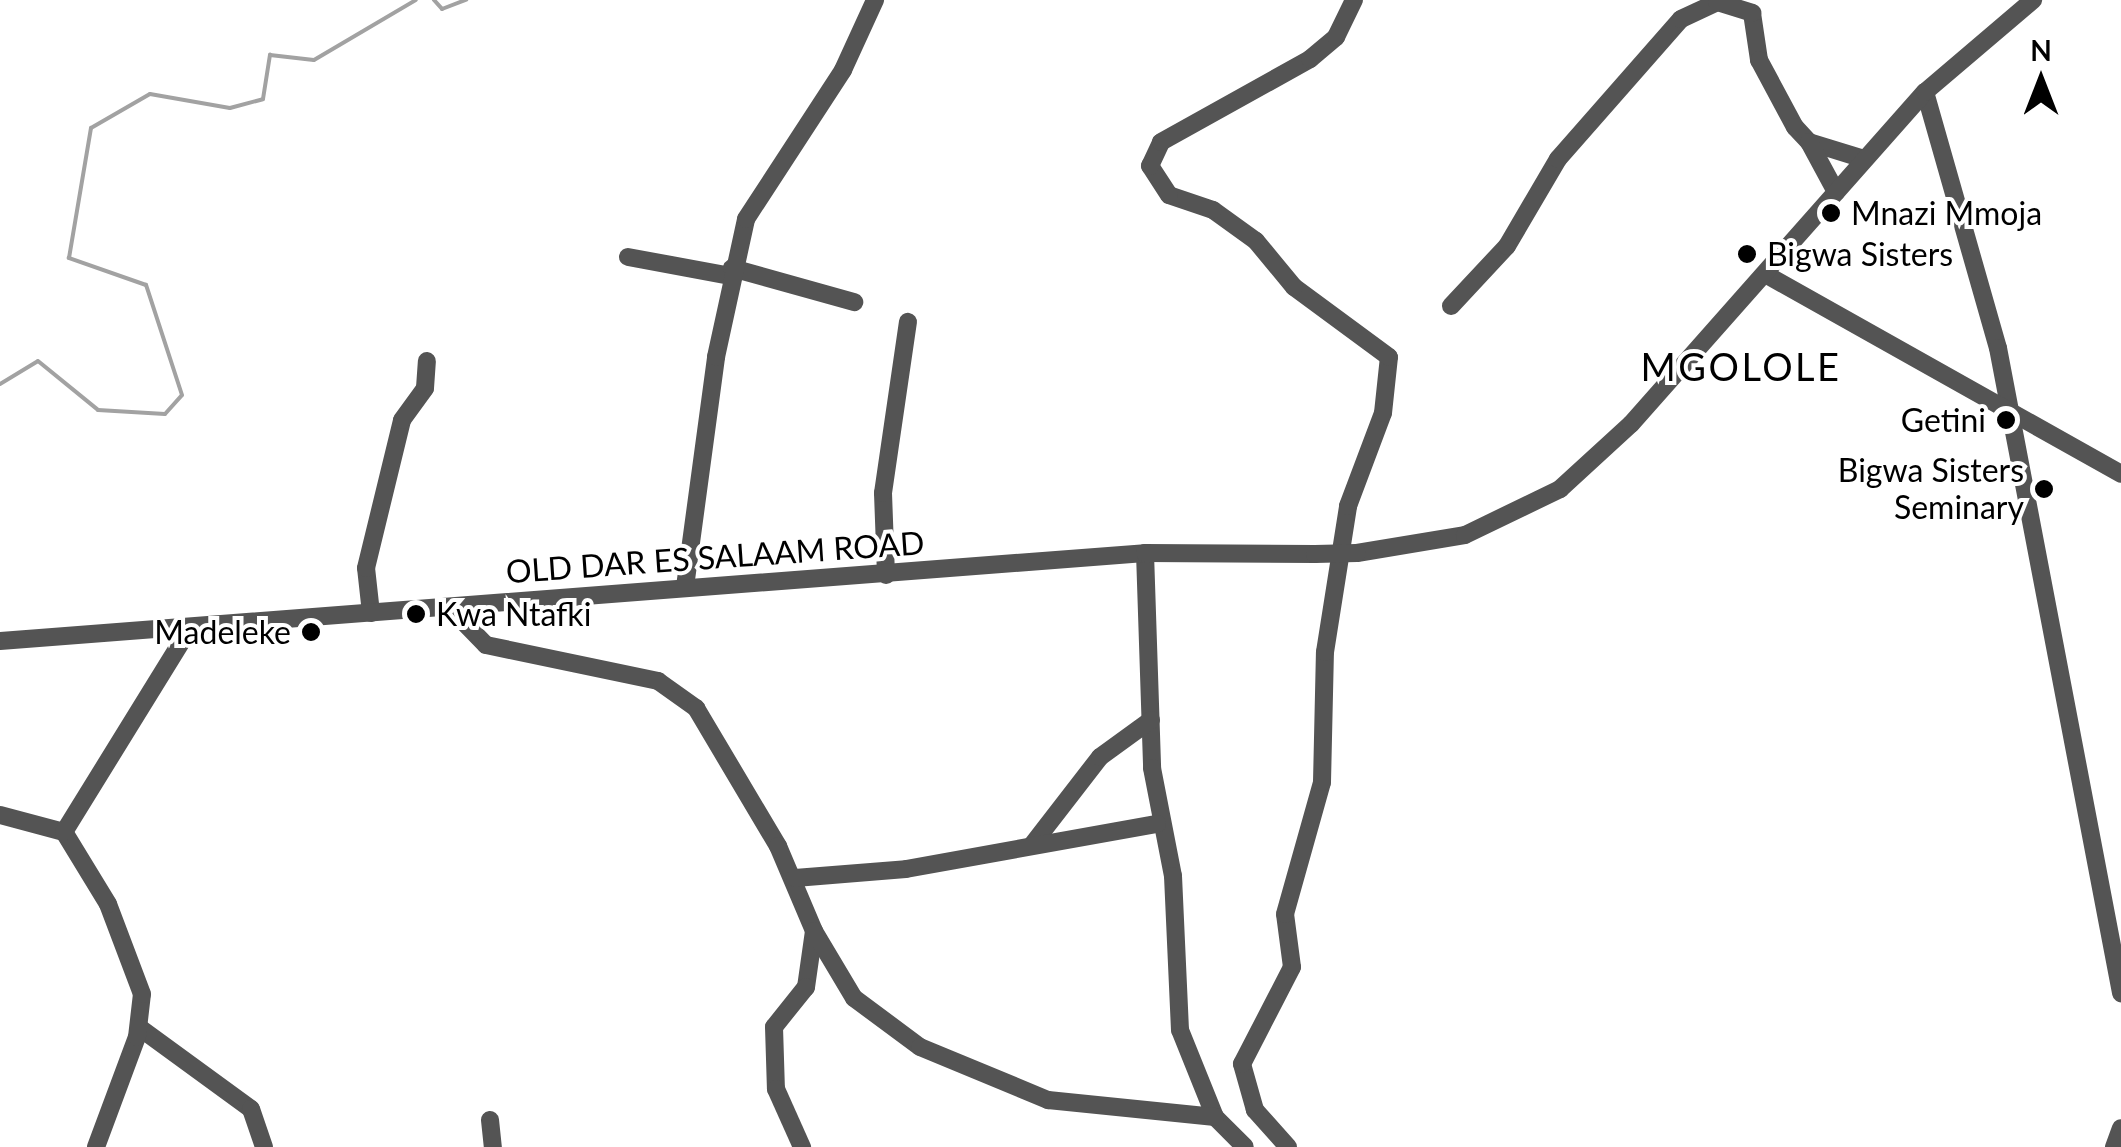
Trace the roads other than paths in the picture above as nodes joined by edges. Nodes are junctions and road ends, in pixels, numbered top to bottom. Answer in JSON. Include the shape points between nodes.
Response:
{"nodes":[{"id":1,"x":875,"y":0,"type":"edge"},
{"id":2,"x":1354,"y":0,"type":"edge"},
{"id":3,"x":2033,"y":0,"type":"edge"},
{"id":4,"x":1759,"y":6,"type":"edge"},
{"id":5,"x":1925,"y":92,"type":"junction"},
{"id":6,"x":1809,"y":142,"type":"junction"},
{"id":7,"x":1864,"y":159,"type":"junction"},
{"id":8,"x":1836,"y":192,"type":"junction"},
{"id":9,"x":628,"y":257,"type":"dead end"},
{"id":10,"x":732,"y":272,"type":"junction"},
{"id":11,"x":1765,"y":274,"type":"junction"},
{"id":12,"x":854,"y":302,"type":"dead end"},
{"id":13,"x":1452,"y":306,"type":"dead end"},
{"id":14,"x":908,"y":322,"type":"dead end"},
{"id":15,"x":427,"y":361,"type":"dead end"},
{"id":16,"x":2010,"y":419,"type":"junction"},
{"id":17,"x":2121,"y":474,"type":"edge"},
{"id":18,"x":1144,"y":553,"type":"junction"},
{"id":19,"x":886,"y":575,"type":"junction"},
{"id":20,"x":685,"y":587,"type":"junction"},
{"id":21,"x":449,"y":607,"type":"junction"},
{"id":22,"x":371,"y":613,"type":"junction"},
{"id":23,"x":190,"y":628,"type":"junction"},
{"id":24,"x":0,"y":641,"type":"edge"},
{"id":25,"x":1151,"y":720,"type":"junction"},
{"id":26,"x":0,"y":815,"type":"edge"},
{"id":27,"x":1157,"y":824,"type":"junction"},
{"id":28,"x":64,"y":832,"type":"junction"},
{"id":29,"x":1032,"y":844,"type":"junction"},
{"id":30,"x":795,"y":878,"type":"junction"},
{"id":31,"x":814,"y":931,"type":"junction"},
{"id":32,"x":2121,"y":991,"type":"edge"},
{"id":33,"x":140,"y":1028,"type":"junction"},
{"id":34,"x":1215,"y":1117,"type":"junction"},
{"id":35,"x":490,"y":1120,"type":"dead end"},
{"id":36,"x":2121,"y":1128,"type":"edge"},
{"id":37,"x":96,"y":1147,"type":"edge"},
{"id":38,"x":264,"y":1147,"type":"edge"},
{"id":39,"x":492,"y":1147,"type":"edge"},
{"id":40,"x":802,"y":1147,"type":"edge"},
{"id":41,"x":1245,"y":1147,"type":"edge"},
{"id":42,"x":1288,"y":1147,"type":"edge"},
{"id":43,"x":2114,"y":1147,"type":"edge"}],
"edges":[{"from":1,"to":10,"type":"street","via":[[814,118],[751,208]]},
{"from":2,"to":42,"type":"street","via":[[1336,37],[1310,59],[1161,142],[1150,166],[1169,195],[1242,230],[1318,308],[1390,357],[1333,597],[1322,782],[1284,914],[1292,967],[1242,1064],[1256,1110]]},
{"from":3,"to":5,"type":"street"},
{"from":4,"to":6,"type":"street","via":[[1759,60]]},
{"from":4,"to":13,"type":"street","via":[[1717,2],[1681,19],[1558,159],[1507,246]]},
{"from":5,"to":7,"type":"street"},
{"from":5,"to":16,"type":"street"},
{"from":6,"to":7,"type":"street"},
{"from":6,"to":8,"type":"street"},
{"from":7,"to":8,"type":"street"},
{"from":8,"to":11,"type":"street"},
{"from":9,"to":10,"type":"street"},
{"from":10,"to":12,"type":"street"},
{"from":10,"to":20,"type":"street"},
{"from":11,"to":16,"type":"street"},
{"from":11,"to":18,"type":"street","name":"OLD DAR ES SALAAM ROAD","bridge":true,"via":[[1560,489],[1466,535],[1357,554]]},
{"from":14,"to":19,"type":"street","via":[[883,493]]},
{"from":15,"to":22,"type":"street","via":[[425,388],[402,420],[366,568]]},
{"from":16,"to":17,"type":"street"},
{"from":16,"to":32,"type":"street"},
{"from":18,"to":19,"type":"street","name":"OLD DAR ES SALAAM ROAD"},
{"from":18,"to":25,"type":"street"},
{"from":19,"to":20,"type":"street","name":"OLD DAR ES SALAAM ROAD"},
{"from":20,"to":21,"type":"street","name":"OLD DAR ES SALAAM ROAD"},
{"from":21,"to":22,"type":"street","name":"OLD DAR ES SALAAM ROAD"},
{"from":21,"to":30,"type":"street","via":[[486,645],[681,692]]},
{"from":22,"to":23,"type":"street","name":"OLD DAR ES SALAAM ROAD"},
{"from":23,"to":24,"type":"street","name":"OLD DAR ES SALAAM ROAD"},
{"from":23,"to":28,"type":"street"},
{"from":25,"to":27,"type":"street"},
{"from":25,"to":29,"type":"street","via":[[1100,757]]},
{"from":26,"to":28,"type":"street"},
{"from":27,"to":29,"type":"street"},
{"from":27,"to":34,"type":"street","via":[[1172,876],[1180,1030]]},
{"from":28,"to":33,"type":"street","via":[[123,938],[142,994]]},
{"from":29,"to":30,"type":"street"},
{"from":30,"to":31,"type":"street"},
{"from":31,"to":34,"type":"street","via":[[854,998],[920,1047],[1048,1100]]},
{"from":31,"to":40,"type":"street","via":[[806,987],[774,1028],[776,1089]]},
{"from":33,"to":37,"type":"street"},
{"from":33,"to":38,"type":"street","via":[[250,1109]]},
{"from":34,"to":41,"type":"street"},
{"from":35,"to":39,"type":"street"},
{"from":36,"to":43,"type":"street"}]}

- [About this exercise]: Each line above must be set down exactly, though no picture should be carried over.

- [Result for this task]:
Trace the roads other than paths in the picture above as nodes joined by edges. Nodes are junctions and road ends, in pixels, numbered top to bottom. Answer in JSON. Include the shape points between nodes.
Response:
{"nodes":[{"id":1,"x":875,"y":0,"type":"edge"},
{"id":2,"x":1354,"y":0,"type":"edge"},
{"id":3,"x":2033,"y":0,"type":"edge"},
{"id":4,"x":1759,"y":6,"type":"edge"},
{"id":5,"x":1925,"y":92,"type":"junction"},
{"id":6,"x":1809,"y":142,"type":"junction"},
{"id":7,"x":1864,"y":159,"type":"junction"},
{"id":8,"x":1836,"y":192,"type":"junction"},
{"id":9,"x":628,"y":257,"type":"dead end"},
{"id":10,"x":732,"y":272,"type":"junction"},
{"id":11,"x":1765,"y":274,"type":"junction"},
{"id":12,"x":854,"y":302,"type":"dead end"},
{"id":13,"x":1452,"y":306,"type":"dead end"},
{"id":14,"x":908,"y":322,"type":"dead end"},
{"id":15,"x":427,"y":361,"type":"dead end"},
{"id":16,"x":2010,"y":419,"type":"junction"},
{"id":17,"x":2121,"y":474,"type":"edge"},
{"id":18,"x":1144,"y":553,"type":"junction"},
{"id":19,"x":886,"y":575,"type":"junction"},
{"id":20,"x":685,"y":587,"type":"junction"},
{"id":21,"x":449,"y":607,"type":"junction"},
{"id":22,"x":371,"y":613,"type":"junction"},
{"id":23,"x":190,"y":628,"type":"junction"},
{"id":24,"x":0,"y":641,"type":"edge"},
{"id":25,"x":1151,"y":720,"type":"junction"},
{"id":26,"x":0,"y":815,"type":"edge"},
{"id":27,"x":1157,"y":824,"type":"junction"},
{"id":28,"x":64,"y":832,"type":"junction"},
{"id":29,"x":1032,"y":844,"type":"junction"},
{"id":30,"x":795,"y":878,"type":"junction"},
{"id":31,"x":814,"y":931,"type":"junction"},
{"id":32,"x":2121,"y":991,"type":"edge"},
{"id":33,"x":140,"y":1028,"type":"junction"},
{"id":34,"x":1215,"y":1117,"type":"junction"},
{"id":35,"x":490,"y":1120,"type":"dead end"},
{"id":36,"x":2121,"y":1128,"type":"edge"},
{"id":37,"x":96,"y":1147,"type":"edge"},
{"id":38,"x":264,"y":1147,"type":"edge"},
{"id":39,"x":492,"y":1147,"type":"edge"},
{"id":40,"x":802,"y":1147,"type":"edge"},
{"id":41,"x":1245,"y":1147,"type":"edge"},
{"id":42,"x":1288,"y":1147,"type":"edge"},
{"id":43,"x":2114,"y":1147,"type":"edge"}],
"edges":[{"from":1,"to":10,"type":"street","via":[[814,118],[751,208]]},
{"from":2,"to":42,"type":"street","via":[[1336,37],[1310,59],[1161,142],[1150,166],[1169,195],[1242,230],[1318,308],[1390,357],[1333,597],[1322,782],[1284,914],[1292,967],[1242,1064],[1256,1110]]},
{"from":3,"to":5,"type":"street"},
{"from":4,"to":6,"type":"street","via":[[1759,60]]},
{"from":4,"to":13,"type":"street","via":[[1717,2],[1681,19],[1558,159],[1507,246]]},
{"from":5,"to":7,"type":"street"},
{"from":5,"to":16,"type":"street"},
{"from":6,"to":7,"type":"street"},
{"from":6,"to":8,"type":"street"},
{"from":7,"to":8,"type":"street"},
{"from":8,"to":11,"type":"street"},
{"from":9,"to":10,"type":"street"},
{"from":10,"to":12,"type":"street"},
{"from":10,"to":20,"type":"street"},
{"from":11,"to":16,"type":"street"},
{"from":11,"to":18,"type":"street","name":"OLD DAR ES SALAAM ROAD","bridge":true,"via":[[1560,489],[1466,535],[1357,554]]},
{"from":14,"to":19,"type":"street","via":[[883,493]]},
{"from":15,"to":22,"type":"street","via":[[425,388],[402,420],[366,568]]},
{"from":16,"to":17,"type":"street"},
{"from":16,"to":32,"type":"street"},
{"from":18,"to":19,"type":"street","name":"OLD DAR ES SALAAM ROAD"},
{"from":18,"to":25,"type":"street"},
{"from":19,"to":20,"type":"street","name":"OLD DAR ES SALAAM ROAD"},
{"from":20,"to":21,"type":"street","name":"OLD DAR ES SALAAM ROAD"},
{"from":21,"to":22,"type":"street","name":"OLD DAR ES SALAAM ROAD"},
{"from":21,"to":30,"type":"street","via":[[486,645],[681,692]]},
{"from":22,"to":23,"type":"street","name":"OLD DAR ES SALAAM ROAD"},
{"from":23,"to":24,"type":"street","name":"OLD DAR ES SALAAM ROAD"},
{"from":23,"to":28,"type":"street"},
{"from":25,"to":27,"type":"street"},
{"from":25,"to":29,"type":"street","via":[[1100,757]]},
{"from":26,"to":28,"type":"street"},
{"from":27,"to":29,"type":"street"},
{"from":27,"to":34,"type":"street","via":[[1172,876],[1180,1030]]},
{"from":28,"to":33,"type":"street","via":[[123,938],[142,994]]},
{"from":29,"to":30,"type":"street"},
{"from":30,"to":31,"type":"street"},
{"from":31,"to":34,"type":"street","via":[[854,998],[920,1047],[1048,1100]]},
{"from":31,"to":40,"type":"street","via":[[806,987],[774,1028],[776,1089]]},
{"from":33,"to":37,"type":"street"},
{"from":33,"to":38,"type":"street","via":[[250,1109]]},
{"from":34,"to":41,"type":"street"},
{"from":35,"to":39,"type":"street"},
{"from":36,"to":43,"type":"street"}]}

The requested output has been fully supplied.